===== PROVIDED MATERIAL =====

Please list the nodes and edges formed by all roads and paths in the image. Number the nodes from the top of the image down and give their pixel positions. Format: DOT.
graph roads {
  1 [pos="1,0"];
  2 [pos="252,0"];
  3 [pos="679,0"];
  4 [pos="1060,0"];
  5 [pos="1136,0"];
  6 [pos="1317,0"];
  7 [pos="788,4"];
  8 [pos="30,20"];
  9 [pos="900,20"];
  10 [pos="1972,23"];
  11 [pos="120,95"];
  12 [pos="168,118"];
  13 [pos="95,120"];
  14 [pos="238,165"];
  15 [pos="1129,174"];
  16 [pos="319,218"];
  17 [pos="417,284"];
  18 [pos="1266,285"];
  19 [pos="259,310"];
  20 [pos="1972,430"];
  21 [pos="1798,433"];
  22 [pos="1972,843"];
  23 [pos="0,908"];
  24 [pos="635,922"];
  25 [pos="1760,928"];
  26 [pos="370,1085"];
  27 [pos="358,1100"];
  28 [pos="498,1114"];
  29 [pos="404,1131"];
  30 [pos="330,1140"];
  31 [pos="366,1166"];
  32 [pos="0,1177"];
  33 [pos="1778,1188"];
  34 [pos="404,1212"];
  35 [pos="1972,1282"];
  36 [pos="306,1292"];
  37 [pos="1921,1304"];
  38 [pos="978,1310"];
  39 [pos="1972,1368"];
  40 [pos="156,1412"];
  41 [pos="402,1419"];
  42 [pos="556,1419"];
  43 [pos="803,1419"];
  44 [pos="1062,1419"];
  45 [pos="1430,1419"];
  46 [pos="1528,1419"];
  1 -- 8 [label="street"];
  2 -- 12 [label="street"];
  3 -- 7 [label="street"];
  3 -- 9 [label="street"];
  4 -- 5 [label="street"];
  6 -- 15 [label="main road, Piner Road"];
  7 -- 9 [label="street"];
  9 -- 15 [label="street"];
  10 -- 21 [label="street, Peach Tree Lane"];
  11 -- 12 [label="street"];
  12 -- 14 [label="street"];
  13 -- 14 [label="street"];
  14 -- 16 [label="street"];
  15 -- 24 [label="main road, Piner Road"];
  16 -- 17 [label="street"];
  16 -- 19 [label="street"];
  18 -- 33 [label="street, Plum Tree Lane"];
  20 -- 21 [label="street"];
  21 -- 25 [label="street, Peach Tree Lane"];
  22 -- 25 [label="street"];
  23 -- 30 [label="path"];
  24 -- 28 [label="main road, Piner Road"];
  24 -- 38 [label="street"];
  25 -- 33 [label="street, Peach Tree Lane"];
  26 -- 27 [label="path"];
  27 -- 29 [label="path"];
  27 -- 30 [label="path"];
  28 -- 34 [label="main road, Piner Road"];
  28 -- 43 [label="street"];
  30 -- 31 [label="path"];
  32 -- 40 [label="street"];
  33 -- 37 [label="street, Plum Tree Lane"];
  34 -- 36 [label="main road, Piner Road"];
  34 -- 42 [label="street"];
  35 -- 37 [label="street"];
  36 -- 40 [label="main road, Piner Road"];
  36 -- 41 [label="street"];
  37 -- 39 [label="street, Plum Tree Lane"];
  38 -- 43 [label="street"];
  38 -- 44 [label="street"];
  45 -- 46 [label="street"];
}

=====

- BRIEF: Write the records out again. Each one must match exactly.

- SOLUTION BELOW:
Please list the nodes and edges formed by all roads and paths in the image. Number the nodes from the top of the image down and give their pixel positions. Format: DOT.
graph roads {
  1 [pos="1,0"];
  2 [pos="252,0"];
  3 [pos="679,0"];
  4 [pos="1060,0"];
  5 [pos="1136,0"];
  6 [pos="1317,0"];
  7 [pos="788,4"];
  8 [pos="30,20"];
  9 [pos="900,20"];
  10 [pos="1972,23"];
  11 [pos="120,95"];
  12 [pos="168,118"];
  13 [pos="95,120"];
  14 [pos="238,165"];
  15 [pos="1129,174"];
  16 [pos="319,218"];
  17 [pos="417,284"];
  18 [pos="1266,285"];
  19 [pos="259,310"];
  20 [pos="1972,430"];
  21 [pos="1798,433"];
  22 [pos="1972,843"];
  23 [pos="0,908"];
  24 [pos="635,922"];
  25 [pos="1760,928"];
  26 [pos="370,1085"];
  27 [pos="358,1100"];
  28 [pos="498,1114"];
  29 [pos="404,1131"];
  30 [pos="330,1140"];
  31 [pos="366,1166"];
  32 [pos="0,1177"];
  33 [pos="1778,1188"];
  34 [pos="404,1212"];
  35 [pos="1972,1282"];
  36 [pos="306,1292"];
  37 [pos="1921,1304"];
  38 [pos="978,1310"];
  39 [pos="1972,1368"];
  40 [pos="156,1412"];
  41 [pos="402,1419"];
  42 [pos="556,1419"];
  43 [pos="803,1419"];
  44 [pos="1062,1419"];
  45 [pos="1430,1419"];
  46 [pos="1528,1419"];
  1 -- 8 [label="street"];
  2 -- 12 [label="street"];
  3 -- 7 [label="street"];
  3 -- 9 [label="street"];
  4 -- 5 [label="street"];
  6 -- 15 [label="main road, Piner Road"];
  7 -- 9 [label="street"];
  9 -- 15 [label="street"];
  10 -- 21 [label="street, Peach Tree Lane"];
  11 -- 12 [label="street"];
  12 -- 14 [label="street"];
  13 -- 14 [label="street"];
  14 -- 16 [label="street"];
  15 -- 24 [label="main road, Piner Road"];
  16 -- 17 [label="street"];
  16 -- 19 [label="street"];
  18 -- 33 [label="street, Plum Tree Lane"];
  20 -- 21 [label="street"];
  21 -- 25 [label="street, Peach Tree Lane"];
  22 -- 25 [label="street"];
  23 -- 30 [label="path"];
  24 -- 28 [label="main road, Piner Road"];
  24 -- 38 [label="street"];
  25 -- 33 [label="street, Peach Tree Lane"];
  26 -- 27 [label="path"];
  27 -- 29 [label="path"];
  27 -- 30 [label="path"];
  28 -- 34 [label="main road, Piner Road"];
  28 -- 43 [label="street"];
  30 -- 31 [label="path"];
  32 -- 40 [label="street"];
  33 -- 37 [label="street, Plum Tree Lane"];
  34 -- 36 [label="main road, Piner Road"];
  34 -- 42 [label="street"];
  35 -- 37 [label="street"];
  36 -- 40 [label="main road, Piner Road"];
  36 -- 41 [label="street"];
  37 -- 39 [label="street, Plum Tree Lane"];
  38 -- 43 [label="street"];
  38 -- 44 [label="street"];
  45 -- 46 [label="street"];
}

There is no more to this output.